In my book Chasing an Elusive God (to be published soon) I make the point that the ordinary reader of the Bible can to some extent be his or her own biblical critic. It is not necessary to know all the latest theories of the scholars: the scholars themselves have difficulty keeping up with each other. What is important is a curious, questioning approach to the Bible: not assuming it means what we have been taught it means, but seeing it as it is, and noticing the oddities, the inconsistencies, the ‘seams’ where different things have been stitched together.

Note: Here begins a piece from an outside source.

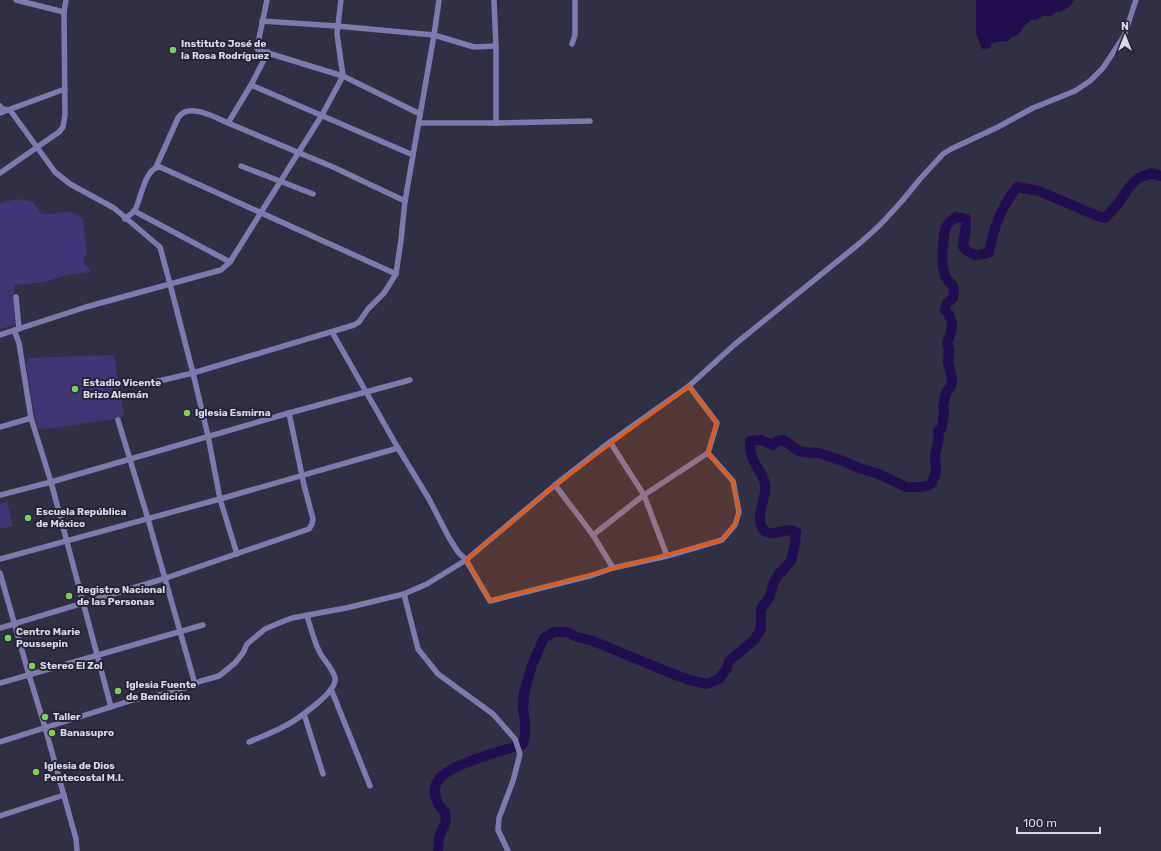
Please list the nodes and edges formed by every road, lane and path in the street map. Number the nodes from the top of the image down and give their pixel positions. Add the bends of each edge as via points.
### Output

One of the first things academic Bible students learn about the first five books of the Bible (the Pentateuch) is that they were not written by Moses, but consist of four strands written at different times, and known as J, E, D and P. This theory, though scholars differ about the details, is still fairly generally accepted more than 130 years after it was first formulated by Julius Wellhausen. Ordinary readers cannot be expected to know which passages belong to which of these strands. Scholars still disagree about it, and about how and when they each came into being. What I suggest, however, is that the ordinary non-scholarly reader can find fascinating insights simply by noticing that there are differences and thinking about them.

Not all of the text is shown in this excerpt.